Here we have reached the core of Gardner’s faith. He believed in the holiness of what he did as a writer (Chavkin 301). He never abandoned his "‘deep and intuitive sense of people in all their fallibility and beauty, ludicrousness and grandeur’" (Rochester 86.3). He wrote, as he confessed to William Gass (Nov 1971), to preserve what should be valued: people, places, modes of feeling (48.1). That mission entailed grave responsibilities: "‘If I don’t teach and get my point of view across to younger writers,’" Gardner mused, "‘I will burn in hell for a thousand years’" (Chavkin xvii). Yet this "priest" of moral fiction felt fully rewarded, even fulfilled, by his efforts. His sort of fiction was sane and healthy in its affirmation of beliefs that don’t kill the "flowering of sensation and consciousness" (Rochester 49b.37). He sought (and found) "intoxicating and soul-redeeming" stories (48.1) and so achieved, in his words, "the highest form of freedom" (48.25). Not to mention joy. "‘Art has filled my life with joy,’" Gardner told Stephen Singular in July 1979, for through his art he was able to join the "‘great conversation’" (qtd. in Chavkin 233, 234).

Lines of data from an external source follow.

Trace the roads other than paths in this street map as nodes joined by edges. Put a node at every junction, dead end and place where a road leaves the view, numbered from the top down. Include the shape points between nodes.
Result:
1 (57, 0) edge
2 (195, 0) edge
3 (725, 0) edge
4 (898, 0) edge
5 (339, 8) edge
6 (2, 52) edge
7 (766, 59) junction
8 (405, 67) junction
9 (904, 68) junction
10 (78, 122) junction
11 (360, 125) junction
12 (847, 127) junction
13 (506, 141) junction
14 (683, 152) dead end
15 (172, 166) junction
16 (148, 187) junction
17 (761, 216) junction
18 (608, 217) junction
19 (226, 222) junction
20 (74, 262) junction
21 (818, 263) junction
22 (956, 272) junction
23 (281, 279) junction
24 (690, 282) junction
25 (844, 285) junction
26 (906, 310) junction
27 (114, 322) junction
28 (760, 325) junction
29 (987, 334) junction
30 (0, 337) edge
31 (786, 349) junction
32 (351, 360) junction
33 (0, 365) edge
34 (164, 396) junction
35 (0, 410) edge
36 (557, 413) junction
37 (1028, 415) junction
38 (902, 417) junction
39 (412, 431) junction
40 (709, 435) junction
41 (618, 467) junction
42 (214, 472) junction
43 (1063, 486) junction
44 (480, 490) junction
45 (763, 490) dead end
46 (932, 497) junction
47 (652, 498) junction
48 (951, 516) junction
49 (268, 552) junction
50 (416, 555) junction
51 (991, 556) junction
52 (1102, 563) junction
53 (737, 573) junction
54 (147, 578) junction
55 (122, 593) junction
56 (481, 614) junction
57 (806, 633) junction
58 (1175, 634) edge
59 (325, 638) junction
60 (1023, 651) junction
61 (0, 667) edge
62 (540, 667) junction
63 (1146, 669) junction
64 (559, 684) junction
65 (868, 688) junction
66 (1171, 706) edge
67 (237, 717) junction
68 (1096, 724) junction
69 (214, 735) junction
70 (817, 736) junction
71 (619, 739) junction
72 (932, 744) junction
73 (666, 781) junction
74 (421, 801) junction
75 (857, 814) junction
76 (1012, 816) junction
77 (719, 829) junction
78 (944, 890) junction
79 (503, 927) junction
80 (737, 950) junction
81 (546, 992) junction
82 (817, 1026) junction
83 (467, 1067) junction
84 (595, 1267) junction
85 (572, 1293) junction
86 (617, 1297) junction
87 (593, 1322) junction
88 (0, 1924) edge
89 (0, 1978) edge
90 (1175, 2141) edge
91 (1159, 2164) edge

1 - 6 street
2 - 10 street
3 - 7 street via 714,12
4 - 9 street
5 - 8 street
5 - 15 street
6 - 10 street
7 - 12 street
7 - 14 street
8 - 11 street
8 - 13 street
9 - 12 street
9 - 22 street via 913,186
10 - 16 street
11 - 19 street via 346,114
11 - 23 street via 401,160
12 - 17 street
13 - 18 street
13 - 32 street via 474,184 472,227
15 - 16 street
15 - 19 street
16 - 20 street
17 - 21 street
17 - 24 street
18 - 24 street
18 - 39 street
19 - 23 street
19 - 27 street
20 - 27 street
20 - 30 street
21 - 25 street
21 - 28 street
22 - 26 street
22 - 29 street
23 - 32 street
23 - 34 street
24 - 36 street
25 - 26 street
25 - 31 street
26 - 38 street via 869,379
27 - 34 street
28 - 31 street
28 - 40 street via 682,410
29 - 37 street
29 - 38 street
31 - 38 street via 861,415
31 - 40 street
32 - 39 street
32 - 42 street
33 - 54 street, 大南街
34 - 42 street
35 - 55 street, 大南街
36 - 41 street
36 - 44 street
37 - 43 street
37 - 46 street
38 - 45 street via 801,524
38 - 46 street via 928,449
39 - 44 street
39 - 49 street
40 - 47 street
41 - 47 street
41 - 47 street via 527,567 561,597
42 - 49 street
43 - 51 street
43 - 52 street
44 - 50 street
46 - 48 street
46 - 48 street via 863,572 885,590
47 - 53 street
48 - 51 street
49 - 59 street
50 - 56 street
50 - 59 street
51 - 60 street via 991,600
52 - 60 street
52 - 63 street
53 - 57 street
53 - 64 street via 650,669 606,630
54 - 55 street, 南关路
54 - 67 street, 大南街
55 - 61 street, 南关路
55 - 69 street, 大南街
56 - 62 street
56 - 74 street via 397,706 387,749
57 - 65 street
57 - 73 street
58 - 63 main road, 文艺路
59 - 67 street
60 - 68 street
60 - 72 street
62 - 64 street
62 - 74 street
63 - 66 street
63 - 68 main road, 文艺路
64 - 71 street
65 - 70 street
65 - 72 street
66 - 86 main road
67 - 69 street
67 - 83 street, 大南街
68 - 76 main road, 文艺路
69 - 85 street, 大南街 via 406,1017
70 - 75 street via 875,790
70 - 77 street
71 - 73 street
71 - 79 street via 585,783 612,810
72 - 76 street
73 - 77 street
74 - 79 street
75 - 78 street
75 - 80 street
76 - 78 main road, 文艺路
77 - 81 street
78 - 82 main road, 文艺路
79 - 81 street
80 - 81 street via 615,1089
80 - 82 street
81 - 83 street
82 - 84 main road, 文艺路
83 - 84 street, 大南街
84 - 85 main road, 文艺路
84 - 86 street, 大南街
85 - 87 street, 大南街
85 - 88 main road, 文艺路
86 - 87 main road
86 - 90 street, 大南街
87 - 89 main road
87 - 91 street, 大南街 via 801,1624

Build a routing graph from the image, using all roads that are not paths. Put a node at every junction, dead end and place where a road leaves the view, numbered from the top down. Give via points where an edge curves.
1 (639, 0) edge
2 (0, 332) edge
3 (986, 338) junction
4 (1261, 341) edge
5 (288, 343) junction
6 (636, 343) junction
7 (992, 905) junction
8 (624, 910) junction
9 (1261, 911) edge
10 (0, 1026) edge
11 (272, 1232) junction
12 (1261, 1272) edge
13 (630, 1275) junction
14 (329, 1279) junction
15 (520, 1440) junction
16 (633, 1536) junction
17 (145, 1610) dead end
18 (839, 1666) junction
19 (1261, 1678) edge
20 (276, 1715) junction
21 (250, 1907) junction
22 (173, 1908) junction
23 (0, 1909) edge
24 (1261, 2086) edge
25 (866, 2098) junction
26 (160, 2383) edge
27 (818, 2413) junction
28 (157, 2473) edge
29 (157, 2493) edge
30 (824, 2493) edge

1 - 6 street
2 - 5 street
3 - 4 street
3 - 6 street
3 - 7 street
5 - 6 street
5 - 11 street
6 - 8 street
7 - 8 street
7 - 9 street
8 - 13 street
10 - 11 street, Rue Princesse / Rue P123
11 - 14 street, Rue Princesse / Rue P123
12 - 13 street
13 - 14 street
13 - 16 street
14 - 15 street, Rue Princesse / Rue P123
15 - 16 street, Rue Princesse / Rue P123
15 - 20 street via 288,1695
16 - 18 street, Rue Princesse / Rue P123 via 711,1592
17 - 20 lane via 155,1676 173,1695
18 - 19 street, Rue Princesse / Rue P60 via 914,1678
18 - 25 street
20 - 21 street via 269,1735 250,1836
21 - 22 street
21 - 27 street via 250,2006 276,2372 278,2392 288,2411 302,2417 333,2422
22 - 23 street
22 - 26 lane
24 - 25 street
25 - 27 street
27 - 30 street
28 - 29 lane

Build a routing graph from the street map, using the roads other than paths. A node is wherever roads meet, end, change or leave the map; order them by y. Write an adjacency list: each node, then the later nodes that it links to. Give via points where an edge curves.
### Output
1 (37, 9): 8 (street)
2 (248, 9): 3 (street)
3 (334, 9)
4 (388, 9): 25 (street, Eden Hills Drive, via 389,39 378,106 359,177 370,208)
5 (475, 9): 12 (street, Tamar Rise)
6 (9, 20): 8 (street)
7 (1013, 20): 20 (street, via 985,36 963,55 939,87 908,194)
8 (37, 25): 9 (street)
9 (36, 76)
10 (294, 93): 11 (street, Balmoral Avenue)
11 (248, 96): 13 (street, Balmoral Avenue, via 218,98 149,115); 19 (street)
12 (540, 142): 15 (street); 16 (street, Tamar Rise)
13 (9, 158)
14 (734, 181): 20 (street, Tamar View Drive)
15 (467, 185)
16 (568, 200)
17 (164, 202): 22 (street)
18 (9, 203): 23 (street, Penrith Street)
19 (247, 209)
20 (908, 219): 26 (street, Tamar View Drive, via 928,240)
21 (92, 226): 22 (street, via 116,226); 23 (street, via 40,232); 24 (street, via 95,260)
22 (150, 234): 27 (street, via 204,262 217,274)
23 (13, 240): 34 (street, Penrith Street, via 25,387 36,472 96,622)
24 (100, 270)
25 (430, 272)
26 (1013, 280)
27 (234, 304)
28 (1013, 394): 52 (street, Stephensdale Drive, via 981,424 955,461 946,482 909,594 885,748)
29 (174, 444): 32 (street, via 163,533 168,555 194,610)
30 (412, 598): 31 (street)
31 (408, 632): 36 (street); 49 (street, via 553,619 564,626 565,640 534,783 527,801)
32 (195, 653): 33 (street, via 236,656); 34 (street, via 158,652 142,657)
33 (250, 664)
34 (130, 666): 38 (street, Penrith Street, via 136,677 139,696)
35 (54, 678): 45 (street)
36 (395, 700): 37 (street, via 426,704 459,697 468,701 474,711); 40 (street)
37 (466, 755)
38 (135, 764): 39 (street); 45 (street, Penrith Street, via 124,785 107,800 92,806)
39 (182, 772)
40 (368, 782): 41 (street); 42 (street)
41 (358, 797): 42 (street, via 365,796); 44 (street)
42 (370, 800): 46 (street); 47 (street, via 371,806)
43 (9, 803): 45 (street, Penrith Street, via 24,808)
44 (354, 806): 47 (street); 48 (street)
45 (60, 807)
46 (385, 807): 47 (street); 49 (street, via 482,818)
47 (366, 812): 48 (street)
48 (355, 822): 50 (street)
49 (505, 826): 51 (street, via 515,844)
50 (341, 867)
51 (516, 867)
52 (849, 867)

All this is what Gardner achieved (or sought to achieve) for himself as a moral artist. What did he want for his readers? First, he offered a vision of heroic action, the antidote to the black abyss of existentialist despair. Unless one reads of heroism, Gardner believed, he or she can’t be a hero (Chavkin 68). A great writer reminds readers of what’s possible. "How good you can be. He reminds you of the value of faithfulness .... And he makes it seem attractive to behave the way the hero behaves" (Rochester 23.25). Gardner also sought a specific kind of relationship with readers, one that prompts them to examine what they believe, one that reinforces their noblest qualities, one that allows them to recover from failings (Morace and VanSpanckeren xxii). But such interaction cannot be forced. Gardner believed that

"the relationship between a writer and reader ought to be a model love relationship. It ought not to be a rape, which is what happens when the writer’s tricking the reader, pushing the reader on, making the reader angry. It ought not to be a cruel and cunning seduction, something very clever at the beginning that will seduce the reader into reading the story. It’s a love relationship in which you give the reader the best story you can think of." (qtd. in Chavkin 184)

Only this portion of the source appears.